- Task instructions -
Carry none of the pictures over; write out the complete data exactly.

- Records supplied -
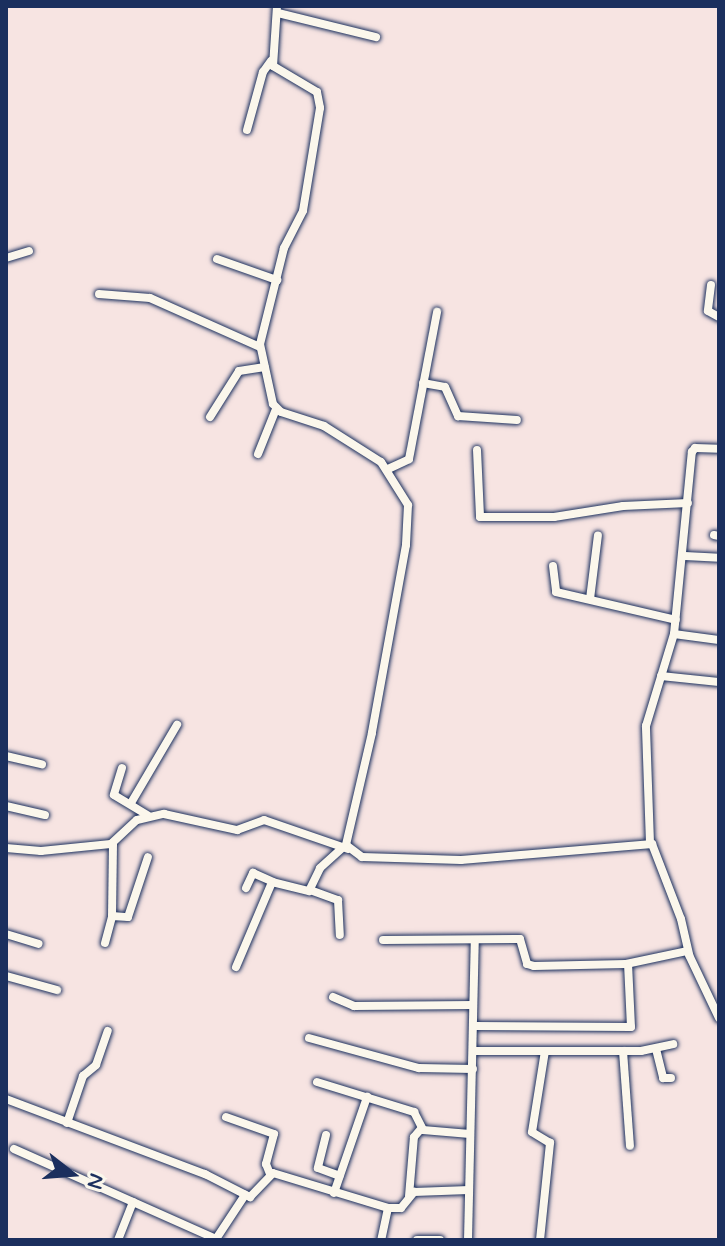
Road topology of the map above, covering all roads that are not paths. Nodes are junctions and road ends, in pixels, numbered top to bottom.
1 (277, 10) edge
2 (376, 37) dead end
3 (271, 61) junction
4 (247, 130) dead end
5 (29, 251) dead end
6 (6, 258) edge
7 (217, 259) dead end
8 (277, 280) junction
9 (711, 285) dead end
10 (99, 294) dead end
11 (437, 312) dead end
12 (719, 317) edge
13 (260, 347) junction
14 (265, 367) junction
15 (423, 383) junction
16 (276, 409) junction
17 (210, 417) dead end
18 (517, 420) dead end
19 (719, 449) edge
20 (477, 450) dead end
21 (258, 454) dead end
22 (388, 469) junction
23 (688, 503) junction
24 (598, 535) dead end
25 (685, 556) junction
26 (719, 558) edge
27 (553, 566) dead end
28 (590, 599) junction
29 (676, 620) junction
30 (674, 634) junction
31 (719, 640) edge
32 (661, 676) junction
33 (719, 682) edge
34 (177, 725) dead end
35 (6, 756) edge
36 (42, 764) dead end
37 (122, 768) dead end
38 (131, 803) junction
39 (6, 806) edge
40 (45, 815) dead end
41 (147, 815) junction
42 (113, 843) junction
43 (650, 843) junction
44 (6, 848) edge
45 (344, 849) junction
46 (148, 857) dead end
47 (273, 882) junction
48 (246, 888) dead end
49 (310, 890) junction
50 (112, 916) junction
51 (6, 934) edge
52 (340, 935) dead end
53 (383, 940) dead end
54 (475, 940) junction
55 (105, 943) dead end
56 (38, 944) dead end
57 (687, 951) junction
58 (628, 964) junction
59 (236, 967) dead end
60 (6, 976) edge
61 (57, 990) dead end
62 (333, 997) dead end
63 (473, 1005) junction
64 (719, 1018) edge
65 (474, 1026) junction
66 (108, 1031) dead end
67 (309, 1038) dead end
68 (673, 1044) dead end
69 (656, 1049) junction
70 (474, 1051) junction
71 (545, 1051) junction
72 (623, 1051) junction
73 (473, 1069) junction
74 (671, 1078) dead end
75 (317, 1082) dead end
76 (367, 1097) junction
77 (6, 1099) edge
78 (226, 1117) dead end
79 (67, 1123) junction
80 (421, 1129) junction
81 (470, 1134) junction
82 (326, 1135) dead end
83 (630, 1146) dead end
84 (14, 1149) dead end
85 (270, 1174) junction
86 (340, 1176) junction
87 (469, 1190) junction
88 (334, 1193) junction
89 (245, 1195) junction
90 (409, 1196) junction
91 (133, 1202) junction
92 (388, 1208) junction
93 (220, 1239) edge
94 (118, 1240) edge
95 (381, 1240) edge
96 (417, 1240) edge
97 (440, 1240) edge
98 (468, 1240) edge
99 (540, 1240) edge

1 - 2 street
1 - 3 street
3 - 4 street
3 - 8 street
5 - 6 street
7 - 8 street
8 - 13 street
9 - 12 street
10 - 13 street
11 - 15 street
13 - 14 street
14 - 16 street
14 - 17 street
15 - 18 street
15 - 22 street
16 - 21 street
16 - 22 street
19 - 23 street
20 - 23 street
22 - 45 street
23 - 25 street
24 - 28 street
25 - 26 street
25 - 29 street
27 - 28 street
28 - 29 street
29 - 30 street
30 - 31 street
30 - 32 street
32 - 33 street
32 - 43 street
34 - 38 street
35 - 36 street
37 - 38 street
38 - 41 street
39 - 40 street
41 - 42 street
41 - 45 street
42 - 44 street
42 - 50 street
43 - 45 street
43 - 57 street
45 - 49 street
46 - 50 street
47 - 48 street
47 - 49 street
47 - 59 street
49 - 52 street
50 - 55 street
51 - 56 street
53 - 54 street
54 - 58 street
54 - 63 street
57 - 58 street
57 - 64 street
58 - 65 street
60 - 61 street
62 - 63 street
63 - 65 street
65 - 70 street
66 - 79 street
67 - 73 street
68 - 69 street
69 - 72 street
69 - 74 street
70 - 71 street
70 - 73 street
71 - 72 street
71 - 99 street
72 - 83 street
73 - 81 street
75 - 76 street
76 - 80 street
76 - 86 street
77 - 79 street
78 - 85 street
79 - 89 street
80 - 81 street
80 - 90 street
81 - 87 street
82 - 86 street
84 - 91 street
85 - 88 street
85 - 89 street
86 - 88 street
87 - 90 street
87 - 98 street
88 - 92 street
89 - 93 street
90 - 92 street
91 - 93 street
91 - 94 street
92 - 95 street
96 - 97 street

- Answer for the task -
Road topology of the map above, covering all roads that are not paths. Nodes are junctions and road ends, in pixels, numbered top to bottom.
1 (277, 10) edge
2 (376, 37) dead end
3 (271, 61) junction
4 (247, 130) dead end
5 (29, 251) dead end
6 (6, 258) edge
7 (217, 259) dead end
8 (277, 280) junction
9 (711, 285) dead end
10 (99, 294) dead end
11 (437, 312) dead end
12 (719, 317) edge
13 (260, 347) junction
14 (265, 367) junction
15 (423, 383) junction
16 (276, 409) junction
17 (210, 417) dead end
18 (517, 420) dead end
19 (719, 449) edge
20 (477, 450) dead end
21 (258, 454) dead end
22 (388, 469) junction
23 (688, 503) junction
24 (598, 535) dead end
25 (685, 556) junction
26 (719, 558) edge
27 (553, 566) dead end
28 (590, 599) junction
29 (676, 620) junction
30 (674, 634) junction
31 (719, 640) edge
32 (661, 676) junction
33 (719, 682) edge
34 (177, 725) dead end
35 (6, 756) edge
36 (42, 764) dead end
37 (122, 768) dead end
38 (131, 803) junction
39 (6, 806) edge
40 (45, 815) dead end
41 (147, 815) junction
42 (113, 843) junction
43 (650, 843) junction
44 (6, 848) edge
45 (344, 849) junction
46 (148, 857) dead end
47 (273, 882) junction
48 (246, 888) dead end
49 (310, 890) junction
50 (112, 916) junction
51 (6, 934) edge
52 (340, 935) dead end
53 (383, 940) dead end
54 (475, 940) junction
55 (105, 943) dead end
56 (38, 944) dead end
57 (687, 951) junction
58 (628, 964) junction
59 (236, 967) dead end
60 (6, 976) edge
61 (57, 990) dead end
62 (333, 997) dead end
63 (473, 1005) junction
64 (719, 1018) edge
65 (474, 1026) junction
66 (108, 1031) dead end
67 (309, 1038) dead end
68 (673, 1044) dead end
69 (656, 1049) junction
70 (474, 1051) junction
71 (545, 1051) junction
72 (623, 1051) junction
73 (473, 1069) junction
74 (671, 1078) dead end
75 (317, 1082) dead end
76 (367, 1097) junction
77 (6, 1099) edge
78 (226, 1117) dead end
79 (67, 1123) junction
80 (421, 1129) junction
81 (470, 1134) junction
82 (326, 1135) dead end
83 (630, 1146) dead end
84 (14, 1149) dead end
85 (270, 1174) junction
86 (340, 1176) junction
87 (469, 1190) junction
88 (334, 1193) junction
89 (245, 1195) junction
90 (409, 1196) junction
91 (133, 1202) junction
92 (388, 1208) junction
93 (220, 1239) edge
94 (118, 1240) edge
95 (381, 1240) edge
96 (417, 1240) edge
97 (440, 1240) edge
98 (468, 1240) edge
99 (540, 1240) edge

1 - 2 street
1 - 3 street
3 - 4 street
3 - 8 street
5 - 6 street
7 - 8 street
8 - 13 street
9 - 12 street
10 - 13 street
11 - 15 street
13 - 14 street
14 - 16 street
14 - 17 street
15 - 18 street
15 - 22 street
16 - 21 street
16 - 22 street
19 - 23 street
20 - 23 street
22 - 45 street
23 - 25 street
24 - 28 street
25 - 26 street
25 - 29 street
27 - 28 street
28 - 29 street
29 - 30 street
30 - 31 street
30 - 32 street
32 - 33 street
32 - 43 street
34 - 38 street
35 - 36 street
37 - 38 street
38 - 41 street
39 - 40 street
41 - 42 street
41 - 45 street
42 - 44 street
42 - 50 street
43 - 45 street
43 - 57 street
45 - 49 street
46 - 50 street
47 - 48 street
47 - 49 street
47 - 59 street
49 - 52 street
50 - 55 street
51 - 56 street
53 - 54 street
54 - 58 street
54 - 63 street
57 - 58 street
57 - 64 street
58 - 65 street
60 - 61 street
62 - 63 street
63 - 65 street
65 - 70 street
66 - 79 street
67 - 73 street
68 - 69 street
69 - 72 street
69 - 74 street
70 - 71 street
70 - 73 street
71 - 72 street
71 - 99 street
72 - 83 street
73 - 81 street
75 - 76 street
76 - 80 street
76 - 86 street
77 - 79 street
78 - 85 street
79 - 89 street
80 - 81 street
80 - 90 street
81 - 87 street
82 - 86 street
84 - 91 street
85 - 88 street
85 - 89 street
86 - 88 street
87 - 90 street
87 - 98 street
88 - 92 street
89 - 93 street
90 - 92 street
91 - 93 street
91 - 94 street
92 - 95 street
96 - 97 street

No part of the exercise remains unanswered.